The research team say that genotyping allowed Covid variant information to be more rapidly detected and communicated to frontline health protection professionals at the height of the pandemic.

Importantly, it helped to implement local control measures such as contact tracing more rapidly.

New technology

Lead researcher Prof Iain Lake, from UEA’s School of Environmental Sciences, said: “When the Covid pandemic began, the variant with which people were infected was initially determined using a highly accurate technique known as whole genome sequencing.

“This is the gold standard diagnostic tool for identifying and genetically characterizing variants. But where large populations need to be assessed rapidly - then cost, capacity and timeliness limit its utility.

“By the start of 2021, new technology to rapidly detect new variants was being trialled by the government in NHS Test and Trace laboratories.

“The technology – known as ‘genotype assay testing’ or genotyping – allows scientists to explore genetic variants.”

Accurate results

Neil Bray, from the UK Health Security Agency (UKHSA), said: “We wanted to find out how this technology compares to traditional whole genome sequencing.”

The research team studied data for more than 115,000 cases where Covid variant information was available from both genotyping and whole genome sequencing.

By comparing the variant result from genotyping with the result from whole genome sequencing, they demonstrated that the genotyping results were very accurate.

Six days faster

Prof Lake said: “We found that genotyping was able to detect known Covid variants more quickly and cheaply that whole genome sequencing.

“They produced variant results six days faster than whole genome sequencing – with results back in just three days, compared to nine days for whole genome sequencing.

“Genotyping enabled a nine-fold increase in the quantity of samples tested for variants. This meant that variants were detected among many more people.

“Local control measures such as contact tracing could therefore happen more rapidly.

“Genotyping can be applied to finding variants in a wide range of organisms in humans and animals - so it has huge potential for guiding public health decision-making and disease control globally in future.”

Critical expertise

Professor Susan Hopkins, UKHSA Chief Medical Advisor, said: “The world-leading genomics expertise that UKHSA and other institutions across the UK were able to draw on throughout the pandemic was critical to the UK response to COVID-19.

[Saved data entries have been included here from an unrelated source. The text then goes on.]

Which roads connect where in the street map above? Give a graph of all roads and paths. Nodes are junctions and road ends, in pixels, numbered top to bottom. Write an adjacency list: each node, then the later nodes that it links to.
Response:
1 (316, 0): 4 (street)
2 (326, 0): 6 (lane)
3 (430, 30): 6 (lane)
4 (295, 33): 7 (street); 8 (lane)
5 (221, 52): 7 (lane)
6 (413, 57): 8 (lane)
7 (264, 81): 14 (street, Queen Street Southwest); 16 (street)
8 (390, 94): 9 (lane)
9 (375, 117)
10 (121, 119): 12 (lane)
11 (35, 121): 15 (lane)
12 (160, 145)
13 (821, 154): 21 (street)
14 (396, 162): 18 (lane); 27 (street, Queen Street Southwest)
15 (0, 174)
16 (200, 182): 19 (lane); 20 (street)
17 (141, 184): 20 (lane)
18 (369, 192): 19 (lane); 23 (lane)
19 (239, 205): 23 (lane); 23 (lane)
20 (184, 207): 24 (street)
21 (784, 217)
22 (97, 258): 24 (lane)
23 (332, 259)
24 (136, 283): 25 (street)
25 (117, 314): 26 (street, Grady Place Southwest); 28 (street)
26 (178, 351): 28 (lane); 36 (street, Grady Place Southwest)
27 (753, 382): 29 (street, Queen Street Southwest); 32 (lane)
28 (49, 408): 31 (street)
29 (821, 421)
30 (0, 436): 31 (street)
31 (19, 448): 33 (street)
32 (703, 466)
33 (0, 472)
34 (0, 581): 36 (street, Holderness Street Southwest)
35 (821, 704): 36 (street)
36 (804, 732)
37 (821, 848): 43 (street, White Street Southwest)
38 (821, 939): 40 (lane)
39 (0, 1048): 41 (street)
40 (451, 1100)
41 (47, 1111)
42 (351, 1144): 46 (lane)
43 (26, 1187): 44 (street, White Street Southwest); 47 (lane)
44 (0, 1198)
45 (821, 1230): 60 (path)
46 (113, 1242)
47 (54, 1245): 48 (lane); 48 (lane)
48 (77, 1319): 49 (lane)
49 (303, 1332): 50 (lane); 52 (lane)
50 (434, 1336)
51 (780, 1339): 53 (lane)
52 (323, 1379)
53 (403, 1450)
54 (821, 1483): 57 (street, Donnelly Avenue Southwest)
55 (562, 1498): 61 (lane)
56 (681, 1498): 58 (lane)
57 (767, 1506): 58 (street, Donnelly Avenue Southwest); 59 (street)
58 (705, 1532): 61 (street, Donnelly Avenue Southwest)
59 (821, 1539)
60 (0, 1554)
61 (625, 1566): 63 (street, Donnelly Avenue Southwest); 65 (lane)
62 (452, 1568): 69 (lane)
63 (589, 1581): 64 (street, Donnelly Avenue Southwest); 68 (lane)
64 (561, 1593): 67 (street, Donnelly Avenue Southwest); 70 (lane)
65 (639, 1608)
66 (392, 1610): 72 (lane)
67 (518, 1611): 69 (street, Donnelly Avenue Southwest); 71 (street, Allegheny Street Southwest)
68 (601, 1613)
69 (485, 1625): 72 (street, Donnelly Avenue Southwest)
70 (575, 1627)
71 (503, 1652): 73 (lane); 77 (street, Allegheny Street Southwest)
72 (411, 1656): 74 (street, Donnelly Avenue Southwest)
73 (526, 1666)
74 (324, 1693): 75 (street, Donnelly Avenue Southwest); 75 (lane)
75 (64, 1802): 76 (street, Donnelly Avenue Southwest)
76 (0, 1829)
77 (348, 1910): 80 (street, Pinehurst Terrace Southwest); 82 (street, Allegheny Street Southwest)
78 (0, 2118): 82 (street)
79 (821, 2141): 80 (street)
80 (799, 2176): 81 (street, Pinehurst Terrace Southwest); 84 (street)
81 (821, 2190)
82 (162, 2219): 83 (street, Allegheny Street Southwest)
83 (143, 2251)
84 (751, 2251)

“Research like this will help us continue to build on our capability in this area and ensure that the UK is as well-prepared as possible to respond quickly to emerging threats to public health in the future.”

Professor Dame Anna Dominiczak, Chief Scientist for Health in Scotland who previously led the UK government’s operation to expand and run the Covid lighthouse laboratories, said: “Research such as this is really important to ensure that we build upon the huge advances in testing that occurred during Covid to bolster our defences against future pandemic threats.”

The work was funded by the UKHSA and the National Institute for Health and Care Research (NIHR) Health Protection Research Unit in Emergency Preparedness and Response.

This research was led by UEA in collaboration with the UK Health Security Agency (UKHSA), BioClavis Ltd, Thermo Fisher Scientific (US), NHS Test and Trace, the Department of Health & Social Care, the National Institute for Health and Care Research (NIHR), Alderley Lighthouse Labs Ltd, and the University of Glasgow.

‘RT-PCR genotyping assays for the identification of SARS-CoV-2 variants in England in 2021: a design and retrospective evaluation study’ is published in The Lancet Microbe.